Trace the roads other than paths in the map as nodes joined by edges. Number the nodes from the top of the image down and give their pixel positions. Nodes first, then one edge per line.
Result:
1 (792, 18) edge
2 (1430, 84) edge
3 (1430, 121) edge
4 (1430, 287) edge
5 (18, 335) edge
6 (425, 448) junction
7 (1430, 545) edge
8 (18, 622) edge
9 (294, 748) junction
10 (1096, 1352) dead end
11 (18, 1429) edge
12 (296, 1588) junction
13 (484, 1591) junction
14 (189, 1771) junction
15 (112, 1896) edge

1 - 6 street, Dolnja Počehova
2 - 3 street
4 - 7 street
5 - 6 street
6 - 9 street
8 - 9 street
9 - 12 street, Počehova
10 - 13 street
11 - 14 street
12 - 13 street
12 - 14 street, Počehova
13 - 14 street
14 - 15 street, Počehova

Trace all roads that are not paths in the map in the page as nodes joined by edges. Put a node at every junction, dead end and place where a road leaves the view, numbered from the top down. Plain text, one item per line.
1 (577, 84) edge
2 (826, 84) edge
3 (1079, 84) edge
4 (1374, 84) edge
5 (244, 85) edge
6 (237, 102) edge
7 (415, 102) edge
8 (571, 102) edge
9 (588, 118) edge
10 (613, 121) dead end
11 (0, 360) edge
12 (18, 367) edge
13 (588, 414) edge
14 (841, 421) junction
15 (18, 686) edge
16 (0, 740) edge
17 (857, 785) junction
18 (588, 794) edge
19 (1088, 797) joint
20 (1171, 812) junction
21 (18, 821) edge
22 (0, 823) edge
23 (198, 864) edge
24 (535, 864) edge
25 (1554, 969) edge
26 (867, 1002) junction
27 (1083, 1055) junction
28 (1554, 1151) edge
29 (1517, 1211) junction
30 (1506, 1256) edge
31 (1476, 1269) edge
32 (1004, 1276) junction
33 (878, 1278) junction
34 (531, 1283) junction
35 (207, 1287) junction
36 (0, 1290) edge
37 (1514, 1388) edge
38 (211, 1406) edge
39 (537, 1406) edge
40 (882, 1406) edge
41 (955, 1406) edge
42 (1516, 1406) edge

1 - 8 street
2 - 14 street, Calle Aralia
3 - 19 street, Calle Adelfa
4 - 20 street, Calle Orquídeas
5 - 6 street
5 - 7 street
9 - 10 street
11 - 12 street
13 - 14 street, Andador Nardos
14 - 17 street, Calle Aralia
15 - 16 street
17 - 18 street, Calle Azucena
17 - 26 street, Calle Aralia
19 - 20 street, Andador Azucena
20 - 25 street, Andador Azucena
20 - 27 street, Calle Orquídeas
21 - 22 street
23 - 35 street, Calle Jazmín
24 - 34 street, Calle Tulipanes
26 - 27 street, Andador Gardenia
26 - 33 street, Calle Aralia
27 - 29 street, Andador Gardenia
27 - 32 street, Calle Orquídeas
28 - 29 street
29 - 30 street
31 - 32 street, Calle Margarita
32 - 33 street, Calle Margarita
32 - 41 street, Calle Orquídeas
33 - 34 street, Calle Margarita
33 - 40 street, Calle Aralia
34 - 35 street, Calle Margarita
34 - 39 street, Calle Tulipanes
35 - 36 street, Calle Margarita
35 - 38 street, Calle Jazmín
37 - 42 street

TASK DESCRIPTION |
Where a line of the records contains the word "edges", copy that line.

ANSWER TO THIS TASK |
Trace the roads other than paths in the map as nodes joined by edges. Number the nodes from the top of the image down and give their pixel positions. Nodes first, then one edge per line.
Trace all roads that are not paths in the map in the page as nodes joined by edges. Put a node at every junction, dead end and place where a road leaves the view, numbered from the top down. Plain text, one item per line.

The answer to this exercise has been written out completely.